Recorded data:

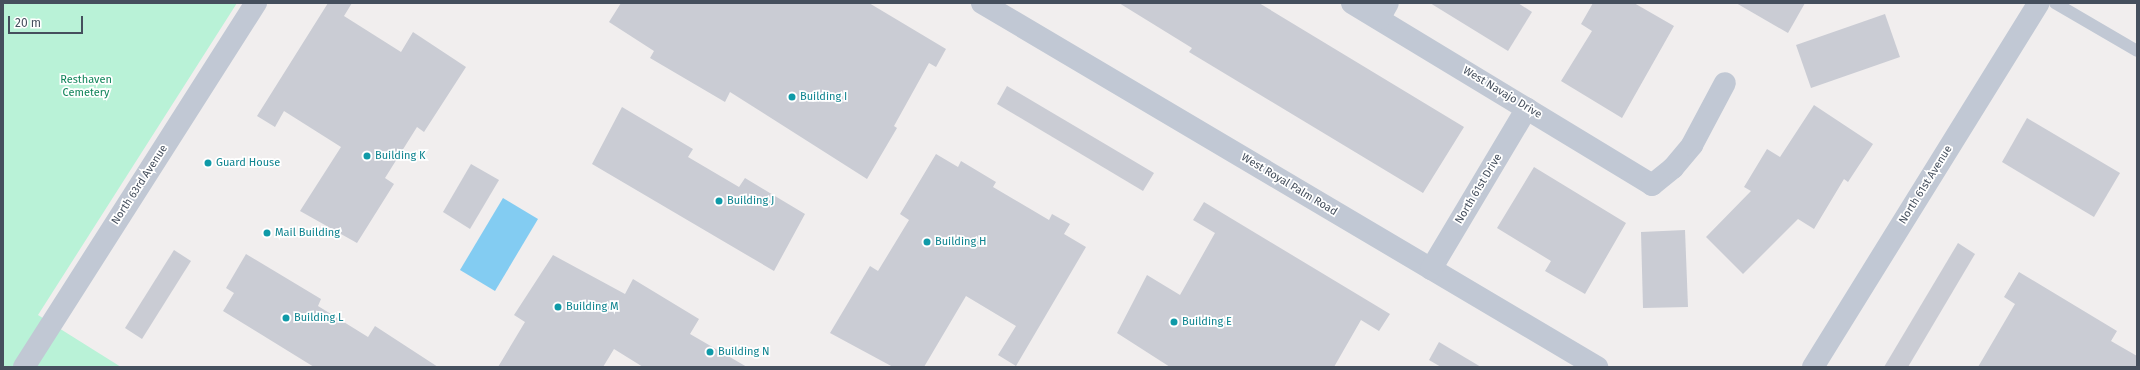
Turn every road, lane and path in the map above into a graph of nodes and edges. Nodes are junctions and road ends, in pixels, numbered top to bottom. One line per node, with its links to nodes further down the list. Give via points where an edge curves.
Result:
1 (256, 3): 11 (street, North 63rd Avenue)
2 (982, 3): 10 (street, West Royal Palm Road)
3 (1352, 3): 6 (street, West Navajo Drive)
4 (2039, 3): 13 (street, North 61st Avenue)
5 (2055, 3): 7 (lane)
6 (1383, 11): 9 (street, West Navajo Drive)
7 (2137, 51)
8 (1725, 83): 9 (street, West Navajo Drive, via 1692,145 1673,168 1652,184)
9 (1527, 108): 10 (street, North 61st Drive)
10 (1431, 269): 12 (street, West Royal Palm Road)
11 (24, 367)
12 (1597, 367)
13 (1813, 367)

Work instructions: If an entry contains a picture, skip the picture and reproduce everything else exactly.

Exercise output:
Turn every road, lane and path in the map above into a graph of nodes and edges. Nodes are junctions and road ends, in pixels, numbered top to bottom. One line per node, with its links to nodes further down the list. Give via points where an edge curves.
Result:
1 (256, 3): 11 (street, North 63rd Avenue)
2 (982, 3): 10 (street, West Royal Palm Road)
3 (1352, 3): 6 (street, West Navajo Drive)
4 (2039, 3): 13 (street, North 61st Avenue)
5 (2055, 3): 7 (lane)
6 (1383, 11): 9 (street, West Navajo Drive)
7 (2137, 51)
8 (1725, 83): 9 (street, West Navajo Drive, via 1692,145 1673,168 1652,184)
9 (1527, 108): 10 (street, North 61st Drive)
10 (1431, 269): 12 (street, West Royal Palm Road)
11 (24, 367)
12 (1597, 367)
13 (1813, 367)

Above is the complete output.